Quand Paul Schrader est évoqué, la mort n'est pas bien loin. On imagine, grâce à l’anecdote, le scénariste dans le Los Angeles des seventies, écrivant Taxi Driver, un magnum 45 sous son oreiller. On imagine ses pulsions suicidaires aussi, qui émaillent sa filmographie : les explosifs attachés par des barbelés sur le corps d'Ethan Hawke (First Reformed) ou le sabre éventrant Yukio Mishima (Mishima), deux personnages lacérés par leur propre violence.
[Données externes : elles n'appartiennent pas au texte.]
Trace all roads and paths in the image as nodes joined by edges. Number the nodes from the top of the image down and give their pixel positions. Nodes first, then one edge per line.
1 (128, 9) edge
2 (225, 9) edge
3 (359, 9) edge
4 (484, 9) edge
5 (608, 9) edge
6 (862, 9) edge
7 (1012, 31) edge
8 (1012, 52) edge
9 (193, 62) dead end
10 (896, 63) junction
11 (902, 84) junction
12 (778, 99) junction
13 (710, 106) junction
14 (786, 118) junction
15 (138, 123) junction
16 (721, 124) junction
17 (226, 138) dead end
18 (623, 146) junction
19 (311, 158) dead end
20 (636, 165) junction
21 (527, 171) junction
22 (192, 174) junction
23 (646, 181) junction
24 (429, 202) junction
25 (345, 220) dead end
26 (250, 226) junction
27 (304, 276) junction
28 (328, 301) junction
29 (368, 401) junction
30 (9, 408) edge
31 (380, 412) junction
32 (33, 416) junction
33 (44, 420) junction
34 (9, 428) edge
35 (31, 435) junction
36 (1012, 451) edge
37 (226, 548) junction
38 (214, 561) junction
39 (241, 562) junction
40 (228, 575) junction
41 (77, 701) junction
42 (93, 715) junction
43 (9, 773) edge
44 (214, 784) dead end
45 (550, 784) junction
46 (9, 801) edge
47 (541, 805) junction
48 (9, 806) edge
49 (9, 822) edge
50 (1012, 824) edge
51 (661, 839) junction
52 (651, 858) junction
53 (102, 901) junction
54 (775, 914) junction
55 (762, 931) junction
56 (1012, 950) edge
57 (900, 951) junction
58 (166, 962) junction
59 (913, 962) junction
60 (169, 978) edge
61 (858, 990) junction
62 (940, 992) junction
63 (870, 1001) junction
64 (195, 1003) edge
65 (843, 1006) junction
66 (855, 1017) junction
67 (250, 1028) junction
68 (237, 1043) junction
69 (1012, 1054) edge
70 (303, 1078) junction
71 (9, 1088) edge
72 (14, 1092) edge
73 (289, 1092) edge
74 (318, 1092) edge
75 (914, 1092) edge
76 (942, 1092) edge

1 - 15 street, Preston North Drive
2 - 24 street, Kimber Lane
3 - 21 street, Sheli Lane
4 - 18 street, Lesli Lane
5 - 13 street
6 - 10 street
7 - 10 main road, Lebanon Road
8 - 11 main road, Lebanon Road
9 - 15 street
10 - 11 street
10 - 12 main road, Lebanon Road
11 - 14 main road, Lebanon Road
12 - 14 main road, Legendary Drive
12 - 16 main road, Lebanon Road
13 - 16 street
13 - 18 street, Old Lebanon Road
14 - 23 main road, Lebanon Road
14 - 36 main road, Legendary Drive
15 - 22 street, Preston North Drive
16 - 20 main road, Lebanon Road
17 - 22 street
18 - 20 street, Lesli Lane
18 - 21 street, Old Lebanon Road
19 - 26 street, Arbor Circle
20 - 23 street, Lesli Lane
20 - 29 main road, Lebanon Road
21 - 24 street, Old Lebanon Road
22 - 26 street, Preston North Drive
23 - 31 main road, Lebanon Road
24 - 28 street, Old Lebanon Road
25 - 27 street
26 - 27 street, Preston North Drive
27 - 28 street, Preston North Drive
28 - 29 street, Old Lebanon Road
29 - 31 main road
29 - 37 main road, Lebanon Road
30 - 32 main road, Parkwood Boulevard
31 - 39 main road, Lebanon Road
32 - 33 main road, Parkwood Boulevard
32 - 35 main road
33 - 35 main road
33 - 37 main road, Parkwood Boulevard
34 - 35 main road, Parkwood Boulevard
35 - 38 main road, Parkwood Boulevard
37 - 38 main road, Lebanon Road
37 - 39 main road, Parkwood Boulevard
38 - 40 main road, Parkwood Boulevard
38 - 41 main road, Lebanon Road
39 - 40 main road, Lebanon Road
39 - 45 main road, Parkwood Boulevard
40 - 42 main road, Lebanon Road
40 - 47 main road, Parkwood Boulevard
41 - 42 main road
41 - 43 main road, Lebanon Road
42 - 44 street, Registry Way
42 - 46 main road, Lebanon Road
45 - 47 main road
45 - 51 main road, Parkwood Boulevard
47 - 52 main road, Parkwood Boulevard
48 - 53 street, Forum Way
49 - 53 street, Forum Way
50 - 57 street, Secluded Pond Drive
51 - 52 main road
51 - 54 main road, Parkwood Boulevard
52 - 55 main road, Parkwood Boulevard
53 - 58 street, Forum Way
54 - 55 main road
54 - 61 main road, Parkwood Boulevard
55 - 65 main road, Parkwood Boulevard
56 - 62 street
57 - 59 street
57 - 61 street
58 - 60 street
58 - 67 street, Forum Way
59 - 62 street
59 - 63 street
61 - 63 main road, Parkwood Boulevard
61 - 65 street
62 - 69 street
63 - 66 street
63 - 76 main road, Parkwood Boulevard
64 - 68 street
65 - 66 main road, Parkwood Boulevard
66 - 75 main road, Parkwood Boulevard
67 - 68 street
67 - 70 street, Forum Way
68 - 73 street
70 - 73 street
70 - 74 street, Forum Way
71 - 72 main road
Pourtant aujourd’hui, l'artiste doit faire face à la mort, et le voici calme comme un vieux sage. Il l'accepte, le regard lointain, à contre cœur. Cette métamorphose a été amorcée par sa trilogie "des hommes de métier" (First Reformed / The Card Counter / Master Gardener) qui l'a fait renaître aux yeux du public. Trois films d'une violence brute et mentale, voyant un personnage (archétype de son cinéma, méthodique et glacial, antihéroïque mais valeureux, humain donc, du moins assez pour être attachant) vers un calme durable. La fin de l’œuvre de Schrader n’est pas tant l'exorcisme d'un homme au bord du gouffre que le testament d'un homme âgé ayant trouvé la paix. Avec Oh, Canada, il réalise pour la première fois du cinéma de vieux monsieur en pantoufles : comment ne pas être ému par la beauté de ce cheminement ?

C'est un vieux copain que nous accompagnons dans la mort à travers cette œuvre miroir, voire kaléidoscopique. Est-ce un hommage à un ami, ici Russell Banks dont le film, qui lui est dédié alors qu’il nous a quitté en 2023, adapte une nouvelle ? Ou est-ce un autoportrait de Schrader lui-même ? La vérité se situe entre ces deux figures, Banks et Schrader, duo d'ami qui avait déjà donné naissance à Affliction en 1997. Cette fois ils explorent la fin de vie d'un documentariste politique des sixties, et à travers lui Schrader dépeint la mort d'un monde, si ce n’est de plusieurs. D’abord, celui du Nouvel Hollywood dont il était l'un des plus éminents représentants (disciple de Pauline Kael puis scénariste de Taxi Driver), mais aussi de tout le cinéma indépendant fiévreux américain (les expérimentations live de Pennebaker ou la fulgurance d’Easy Rider), maintenu en vie par de vieux papis célébrés dans des conférences de niche à travers le monde et appréciés par quelques étudiants en cinéma à lunettes.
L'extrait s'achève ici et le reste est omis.